Oct. 10, 2022
Here is a post I made (as is) about a walkforward on a QuantConnect thread. It should be to your benefit and, therefore, worthwhile.
The post presents one particular pitfall of automated trading, and that is no matter how promising a trading strategy might be, it could still go wrong and not perform as expected.
I would like to use a version of the "In & Out" strategy (frozen in time since October 2021) as a one-year walk-forward example.
The price data after October 2021 will be totally unknown to the strategy. It is assumed the strategy will continue to do what it was designed for and simply execute its code. After all, it was designed to do just that.

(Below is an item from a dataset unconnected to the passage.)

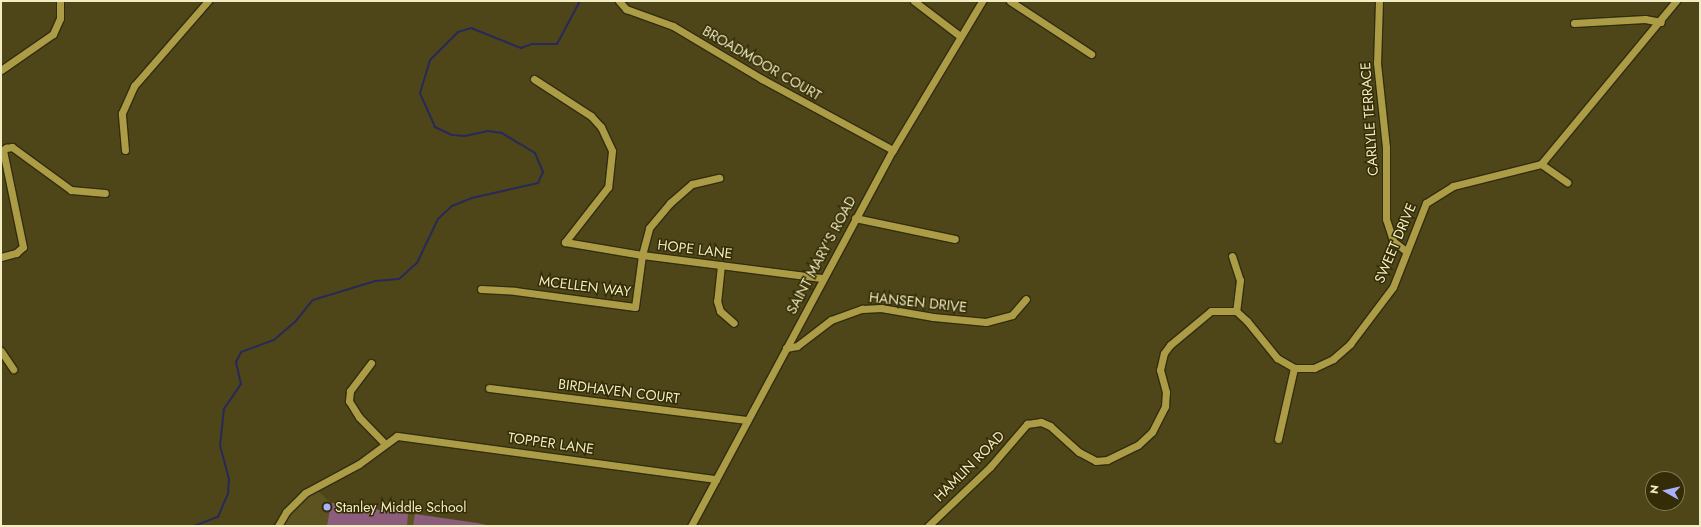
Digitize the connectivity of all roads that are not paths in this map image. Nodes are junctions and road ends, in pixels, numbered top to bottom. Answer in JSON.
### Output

The strategy received a lot of praise for its outstanding performance: 83.198% CAGR over the period from 2008 to October 2021, and this, with an 86% win rate. Exceptional. Just based on this remarkable CAGR performance and portfolio metrics, people might have started trading it live at the time. Hopefully not.
Payoff Matrix Equation
The above payoff matrix equation covers the period up to τ (October 2021) to which is then added its walk-forward part up to t (meaning current date).
The first part of the payoff matrix covers the first n trades up to time τ. The period after τ has all the other trades (N - n) that occurred after October 2021). N is the total number of trades over the entire trading interval up to t.
The overall expectation was that the market, going forward, would behave as it did over its past 13 years. And therefore, the trading procedures would continue to do what they did, and this is: continue to prosper.
We should expect the market average rm to stay about the same over the period. The same goes for the strategy's alpha (its excess return). Nonetheless, the market average during the walk forward could still be different. It is only if (t - τ) would be large enough (some 20+ years) that we could expect rm to tend to its long-term average expectation. Over the short term (one year), it might not be the case, as this case shows.
Based on the above equation, you might not be able to evaluate the walk-forward period without actually living it. Any estimation for the period (t - τ) might be just an extrapolation, some kind of wishful forward disposition with absolutely no guarantees that it could even happen.
You have to live that period ((t - τ)) doing live trades just to see what would have happened. And if you did, there would be only one solution, and that is the above equation, where all the variables would be identified with their before and after values. The only outcome would be this walk forward since trading strategies, by their very structure (programs), only consider one portfolio path.
To demonstrate the equation, I used the "In & Out" strategy (October 2021 version). Here is its QuantConnect URL address and code: Amazing returns Strategy as of October 2021 (It could take up to15 seconds to display, so wait for it a little).
The cited simulation shows its results up to October 2021, and below, you will see what happened next. The strategy did not know and could not know what was coming its way. It would have to make do following its preset trading procedures.
We can observe a total breakdown of the strategy with an -85% drawdown. By definition, no one is intended to trade during a walk forward; it is just another phase in the simulation and testing process. But, for those who opted to trade that strategy live without first adding downside protection, it must have been misery.
The strategy still made money, but it was down -85% from its peak after October 2021. That was somewhere around a $455 million loss for a strategy that started on a $100,000 initial stake. If you added some 30% leverage as could be used in a 130/30 strategy, the drawdown would have been -92%. Almost a total collapse.
So, What Went Wrong?
The initial assumptions made, the trading rules, and what was classified as trade-triggering signals did not hold up going forward. Yet, the trading environment from 2008 to October 2021 had a generally upmarket for most of the period.
It was as if most of the trading signals were wrong, as I already stated in another thread on another version of the "In & Out" strategy. But, in an upmarket, being wrong did not matter so much. The tide can lift all boats, as some say.
I think what was mostly missing were protective measures for when the market might be heading south or when the logic behind the signals would stop working. We should design trading strategies for what is coming next and not necessarily for what was. A simulation is just to show how your strategy would have behaved, showing you what might have happened if such and such. The important part is what happens after.
Another point of interest would be that the code modifications made after October 2021 were to improve the program based on the knowledge of the added data points. And that, in reality, becomes incremental curve fitting, but curve fitting nonetheless. The "oh, let me arrange that" after the fact is not a viable scenario in trading.
This is not an attack on this trading strategy. What it is, however, is an observation, an example of what happened before τ and what followed. It provides a perfect example of a walk forward.
There are at least 5 versions of the "In & Out" strategy. In one of them, last year, I recommended adding downside protection and further improving trading signals before use. I estimated at the time that 80% of the trading signals were wrongly timed. It would appear it was not bad advice.
Should you add downside protection to your trading strategies? Definitely.